Seni pertunjukan Jathilan, khususnya yang dibawakan oleh kelompok sekelas Turonggo Wahyu Budoyo, merupakan sebuah manifestasi seni rakyat yang tumbuh subur di wilayah Jawa Tengah dan Yogyakarta, meskipun pengaruhnya meluas hingga Jawa Timur. Istilah ‘Turonggo’ merujuk pada kuda, simbol kecepatan, kekuatan, dan kesetiaan. ‘Wahyu’ mencerminkan anugerah atau petunjuk ilahi, sementara ‘Budoyo’ adalah budaya atau peradaban. Secara harfiah, nama kelompok ini mengandung cita-cita untuk menjadi wadah pelestarian budaya yang mendapat restu atau petunjuk spiritual. Inilah fondasi spiritual yang membedakan TWB dari banyak kelompok kesenian sejenis, menjadikannya sebuah ritual sekaligus hiburan yang penuh makna.
I. Akar Historis dan Filosofi Barongan dalam Konteks Jathilan
Untuk memahami TWB, kita harus terlebih dahulu menyelami sejarah panjang Jathilan dan bagaimana sosok Barongan (Singo Barong) diintegrasikan ke dalamnya. Barongan, yang sering diasosiasikan kuat dengan Reog Ponorogo, dalam konteks Jathilan TWB mengambil peran sentral sebagai pemimpin spiritual dan representasi dari kekuatan alam liar yang tak tertandingi.
1. Sejarah Singkat Kuda Lumping dan Evolusi Barongan
Kuda Lumping, atau Jathilan, dipercaya berasal dari kisah perjuangan prajurit Mataram kuno atau bahkan periode yang lebih tua, menggambarkan pelatihan militer dan semangat keprajuritan. Kuda (kuda lumping yang terbuat dari bambu) adalah simbol kendaraan perang. Seiring waktu, pertunjukan ini menyerap berbagai elemen lokal, termasuk cerita rakyat dan elemen mistik. Masuknya Barongan, yang merupakan kepala raksasa Singo Barong, menandai integrasi dimensi mistis yang lebih eksplisit. Singo Barong adalah perwujudan kekuatan tertinggi, keberanian, dan sifat penguasa hutan yang ganas.
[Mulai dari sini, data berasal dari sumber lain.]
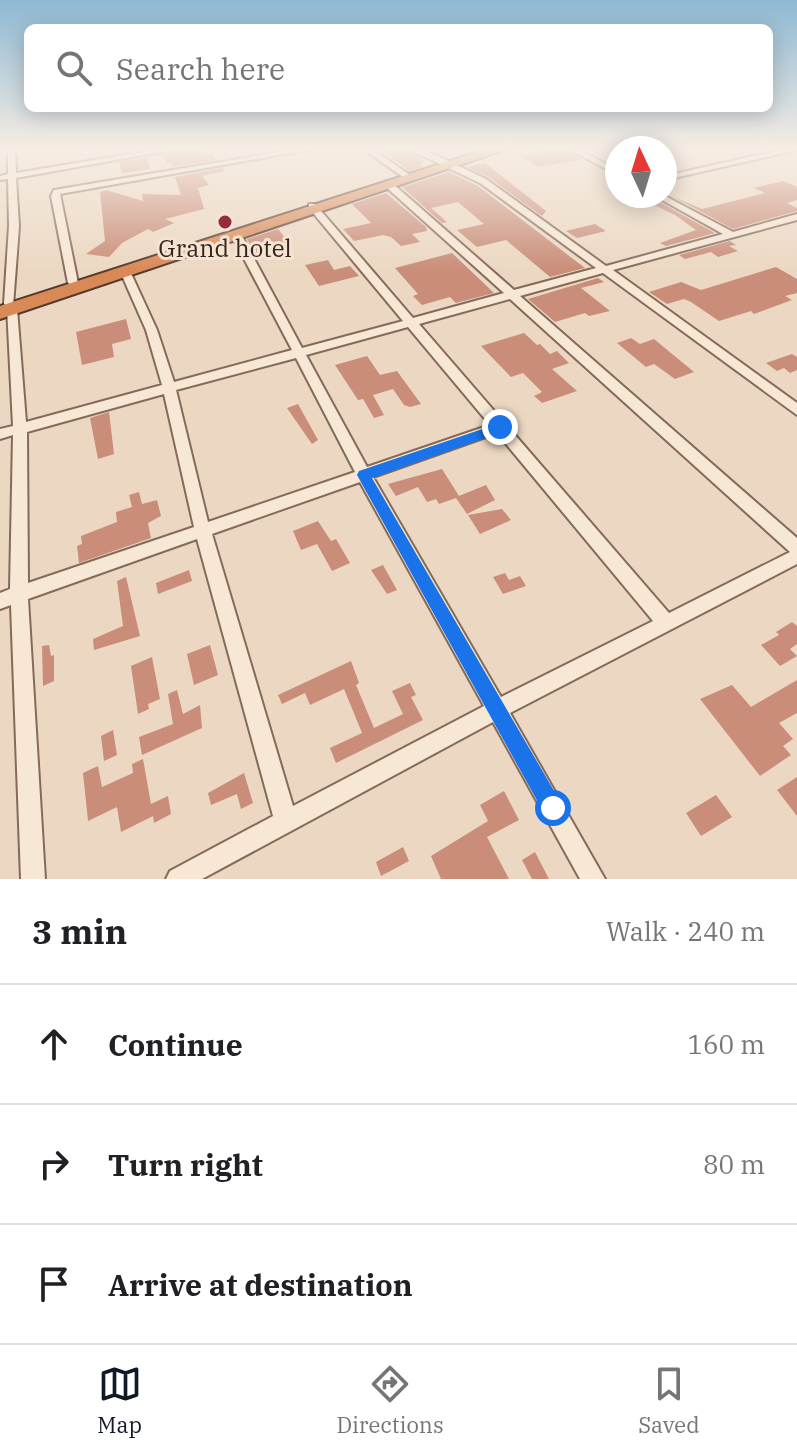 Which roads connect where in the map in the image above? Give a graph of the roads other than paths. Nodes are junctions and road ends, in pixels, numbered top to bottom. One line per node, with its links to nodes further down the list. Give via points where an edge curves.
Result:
1 (13, 189): 10 (street)
2 (72, 189): 16 (street, via 55,196)
3 (367, 189): 8 (highway)
4 (376, 189): 8 (highway)
5 (394, 189): 17 (street)
6 (494, 189): 14 (street)
7 (659, 196): 12 (street)
8 (314, 208): 13 (highway); 16 (highway); 19 (street)
9 (797, 217): 12 (street)
10 (14, 226): 11 (street); 18 (street)
11 (0, 228)
12 (730, 234): 14 (street)
13 (237, 236): 15 (highway); 20 (street)
14 (603, 269): 17 (street); 22 (street)
15 (125, 271): 18 (highway); 21 (street, via 146,316)
16 (73, 283): 18 (highway)
17 (512, 294): 19 (street); 28 (street)
18 (5, 308): 24 (street)
19 (413, 322): 20 (street); 23 (street)
20 (298, 354): 21 (street); 26 (street)
21 (168, 390): 24 (street); 27 (street)
22 (797, 410)
23 (500, 427): 26 (street); 32 (street)
24 (20, 429): 25 (street); 30 (street)
25 (0, 434)
26 (364, 475): 27 (street); 33 (street)
27 (202, 530): 30 (street); 34 (street)
28 (797, 548)
29 (797, 556): 32 (street)
30 (19, 595): 31 (street); 35 (street)
31 (0, 601)
32 (666, 623): 33 (street)
33 (498, 709): 34 (street); 37 (street)
34 (286, 822): 36 (street)
35 (33, 879)
36 (178, 879)
37 (593, 879) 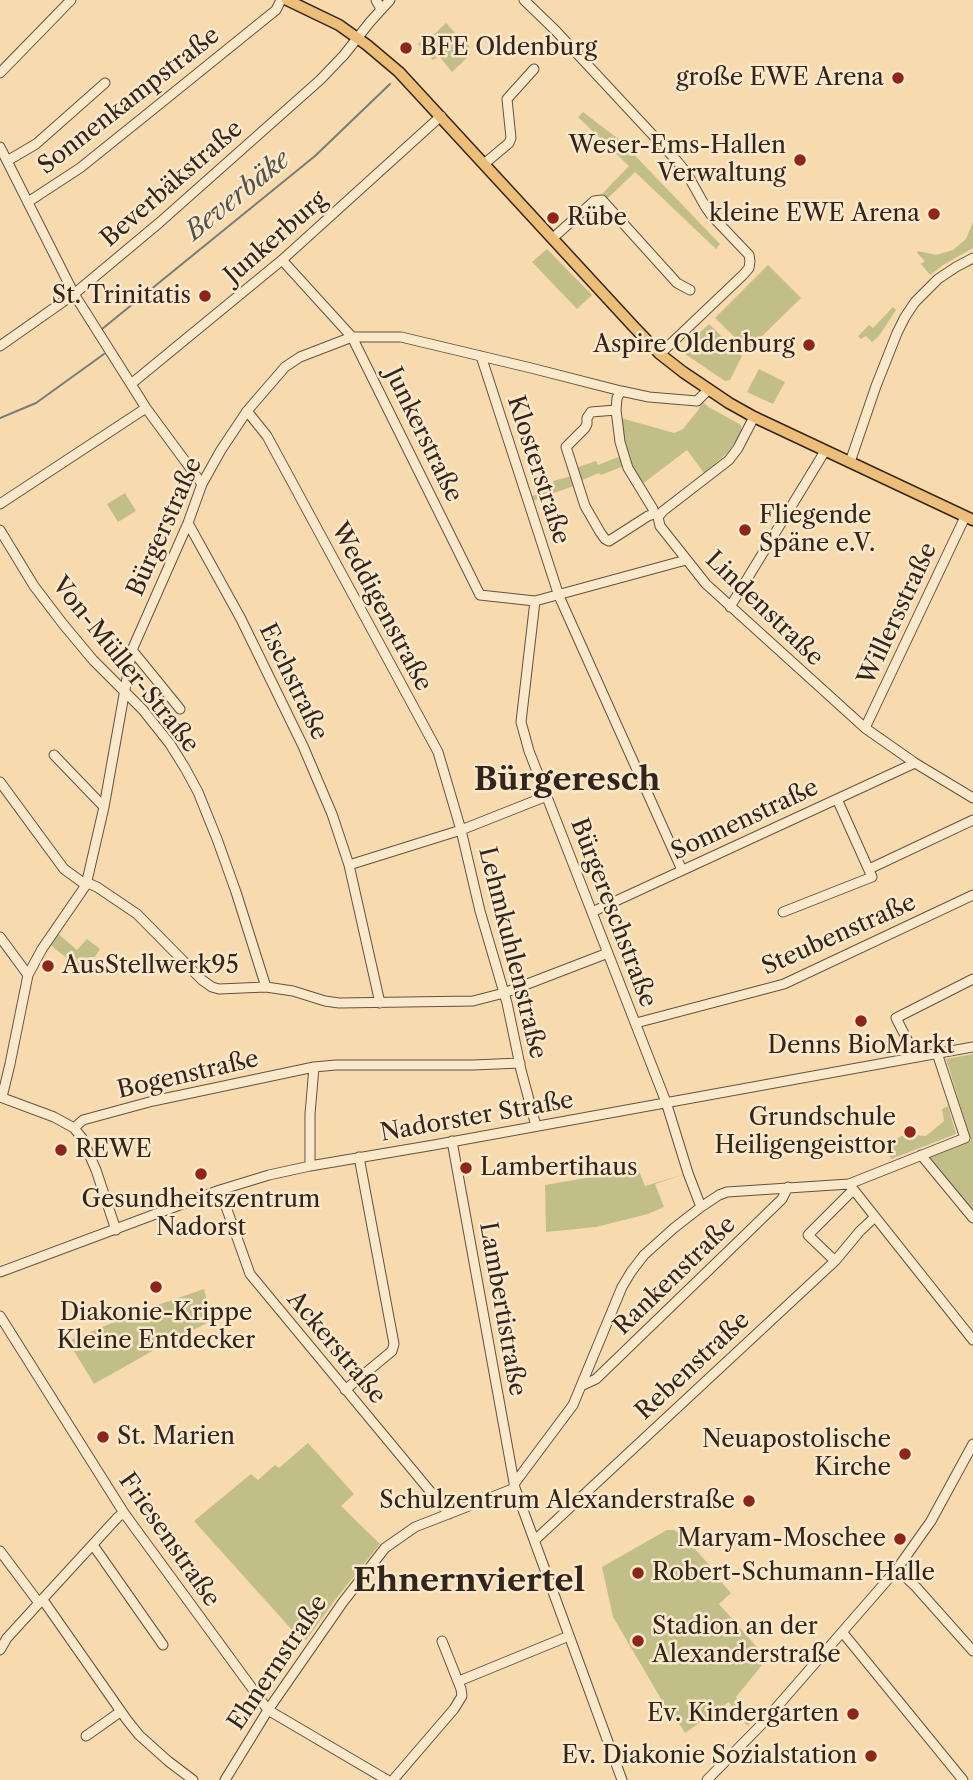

Dalam TWB, Barongan bukan hanya sebuah properti pementasan; ia adalah "pusaka hidup" yang memerlukan perlakuan khusus, dimulai dari ritual pembuatan topeng hingga ritual sebelum dan sesudah pementasan. Kepala Barongan yang berat dan detail memaksakan penari yang membawanya harus memiliki kekuatan fisik, mental, dan spiritual yang luar biasa. Penari Barongan seringkali dianggap sebagai medium yang paling rentan terhadap kerasukan atau indang, karena ia memanggul wujud spiritual yang paling dominan di arena.
2. Filosofi Keseimbangan dan Kekuatan
TWB mengedepankan filosofi keseimbangan antara ‘Nafsu’ dan ‘Nurani’. Barongan, dengan wujudnya yang sangar, melambangkan nafsu, amarah, dan kekuatan destruktif yang harus dikendalikan. Penari Jathil (kuda lumping) yang bergerak lincah dan harmonis mewakili disiplin dan kepatuhan. Pertarungan atau interaksi antara Jathil dan Barongan di panggung adalah representasi mikrokosmos dari perjuangan batin manusia.
- Singo Barong (Barongan): Simbol kekuasaan, keganasan, dan energi primal (Nafsu Amarah). Tugasnya adalah menguji kesetiaan para prajurit (Jathil) dan menegaskan batas antara dunia nyata dan gaib.
- Bujang Ganong: Karakter jenaka yang cerdik, bertugas sebagai penengah dan penghibur. Ia melambangkan kebijaksanaan yang mampu menyeimbangkan keganasan Barongan dan ketegasan Jathil.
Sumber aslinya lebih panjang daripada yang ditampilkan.